◆ Work instruction: In your answer, transcribe all of the data exactly.

[Supplied material]

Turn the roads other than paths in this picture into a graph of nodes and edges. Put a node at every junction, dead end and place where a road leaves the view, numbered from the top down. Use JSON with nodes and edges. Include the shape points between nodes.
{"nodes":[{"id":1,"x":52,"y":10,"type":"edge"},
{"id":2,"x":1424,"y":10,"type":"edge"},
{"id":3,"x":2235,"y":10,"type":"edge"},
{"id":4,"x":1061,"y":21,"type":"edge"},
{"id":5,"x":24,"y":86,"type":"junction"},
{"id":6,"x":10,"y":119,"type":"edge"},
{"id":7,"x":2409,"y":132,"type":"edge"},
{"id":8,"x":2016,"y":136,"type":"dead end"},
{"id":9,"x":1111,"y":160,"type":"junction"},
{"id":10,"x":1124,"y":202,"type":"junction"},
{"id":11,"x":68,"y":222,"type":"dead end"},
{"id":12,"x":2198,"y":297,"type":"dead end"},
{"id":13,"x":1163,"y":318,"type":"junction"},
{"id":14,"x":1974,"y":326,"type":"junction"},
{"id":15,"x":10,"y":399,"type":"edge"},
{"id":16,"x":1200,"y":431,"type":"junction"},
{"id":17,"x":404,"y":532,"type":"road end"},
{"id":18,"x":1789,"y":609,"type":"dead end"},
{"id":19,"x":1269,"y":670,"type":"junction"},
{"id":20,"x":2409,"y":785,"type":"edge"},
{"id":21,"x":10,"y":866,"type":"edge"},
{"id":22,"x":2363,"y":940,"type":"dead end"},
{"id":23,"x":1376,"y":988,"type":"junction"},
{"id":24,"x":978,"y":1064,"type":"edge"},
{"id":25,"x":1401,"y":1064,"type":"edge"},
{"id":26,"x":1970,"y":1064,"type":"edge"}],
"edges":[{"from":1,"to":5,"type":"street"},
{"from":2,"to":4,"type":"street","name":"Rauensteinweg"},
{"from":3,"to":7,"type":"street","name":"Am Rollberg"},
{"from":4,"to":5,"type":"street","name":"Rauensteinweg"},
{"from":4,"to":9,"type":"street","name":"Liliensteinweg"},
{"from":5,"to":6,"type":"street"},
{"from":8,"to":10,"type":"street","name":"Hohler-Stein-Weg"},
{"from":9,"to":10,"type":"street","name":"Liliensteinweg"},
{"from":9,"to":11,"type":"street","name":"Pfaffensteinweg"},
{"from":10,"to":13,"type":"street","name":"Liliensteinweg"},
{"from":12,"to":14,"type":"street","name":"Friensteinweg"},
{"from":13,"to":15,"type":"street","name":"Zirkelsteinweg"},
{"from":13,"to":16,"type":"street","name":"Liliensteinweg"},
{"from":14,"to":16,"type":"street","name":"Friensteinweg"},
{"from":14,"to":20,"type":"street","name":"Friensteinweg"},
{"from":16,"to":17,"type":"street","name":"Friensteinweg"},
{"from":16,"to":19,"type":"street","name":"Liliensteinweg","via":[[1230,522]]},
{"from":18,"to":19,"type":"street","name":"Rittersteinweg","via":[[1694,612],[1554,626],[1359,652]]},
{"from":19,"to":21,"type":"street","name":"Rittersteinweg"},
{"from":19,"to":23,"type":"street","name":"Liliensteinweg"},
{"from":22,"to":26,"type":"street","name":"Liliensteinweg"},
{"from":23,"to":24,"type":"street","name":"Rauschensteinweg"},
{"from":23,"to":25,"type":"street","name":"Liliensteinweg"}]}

[/Supplied material]

◆ Response to the task:
Turn the roads other than paths in this picture into a graph of nodes and edges. Put a node at every junction, dead end and place where a road leaves the view, numbered from the top down. Use JSON with nodes and edges. Include the shape points between nodes.
{"nodes":[{"id":1,"x":52,"y":10,"type":"edge"},
{"id":2,"x":1424,"y":10,"type":"edge"},
{"id":3,"x":2235,"y":10,"type":"edge"},
{"id":4,"x":1061,"y":21,"type":"edge"},
{"id":5,"x":24,"y":86,"type":"junction"},
{"id":6,"x":10,"y":119,"type":"edge"},
{"id":7,"x":2409,"y":132,"type":"edge"},
{"id":8,"x":2016,"y":136,"type":"dead end"},
{"id":9,"x":1111,"y":160,"type":"junction"},
{"id":10,"x":1124,"y":202,"type":"junction"},
{"id":11,"x":68,"y":222,"type":"dead end"},
{"id":12,"x":2198,"y":297,"type":"dead end"},
{"id":13,"x":1163,"y":318,"type":"junction"},
{"id":14,"x":1974,"y":326,"type":"junction"},
{"id":15,"x":10,"y":399,"type":"edge"},
{"id":16,"x":1200,"y":431,"type":"junction"},
{"id":17,"x":404,"y":532,"type":"road end"},
{"id":18,"x":1789,"y":609,"type":"dead end"},
{"id":19,"x":1269,"y":670,"type":"junction"},
{"id":20,"x":2409,"y":785,"type":"edge"},
{"id":21,"x":10,"y":866,"type":"edge"},
{"id":22,"x":2363,"y":940,"type":"dead end"},
{"id":23,"x":1376,"y":988,"type":"junction"},
{"id":24,"x":978,"y":1064,"type":"edge"},
{"id":25,"x":1401,"y":1064,"type":"edge"},
{"id":26,"x":1970,"y":1064,"type":"edge"}],
"edges":[{"from":1,"to":5,"type":"street"},
{"from":2,"to":4,"type":"street","name":"Rauensteinweg"},
{"from":3,"to":7,"type":"street","name":"Am Rollberg"},
{"from":4,"to":5,"type":"street","name":"Rauensteinweg"},
{"from":4,"to":9,"type":"street","name":"Liliensteinweg"},
{"from":5,"to":6,"type":"street"},
{"from":8,"to":10,"type":"street","name":"Hohler-Stein-Weg"},
{"from":9,"to":10,"type":"street","name":"Liliensteinweg"},
{"from":9,"to":11,"type":"street","name":"Pfaffensteinweg"},
{"from":10,"to":13,"type":"street","name":"Liliensteinweg"},
{"from":12,"to":14,"type":"street","name":"Friensteinweg"},
{"from":13,"to":15,"type":"street","name":"Zirkelsteinweg"},
{"from":13,"to":16,"type":"street","name":"Liliensteinweg"},
{"from":14,"to":16,"type":"street","name":"Friensteinweg"},
{"from":14,"to":20,"type":"street","name":"Friensteinweg"},
{"from":16,"to":17,"type":"street","name":"Friensteinweg"},
{"from":16,"to":19,"type":"street","name":"Liliensteinweg","via":[[1230,522]]},
{"from":18,"to":19,"type":"street","name":"Rittersteinweg","via":[[1694,612],[1554,626],[1359,652]]},
{"from":19,"to":21,"type":"street","name":"Rittersteinweg"},
{"from":19,"to":23,"type":"street","name":"Liliensteinweg"},
{"from":22,"to":26,"type":"street","name":"Liliensteinweg"},
{"from":23,"to":24,"type":"street","name":"Rauschensteinweg"},
{"from":23,"to":25,"type":"street","name":"Liliensteinweg"}]}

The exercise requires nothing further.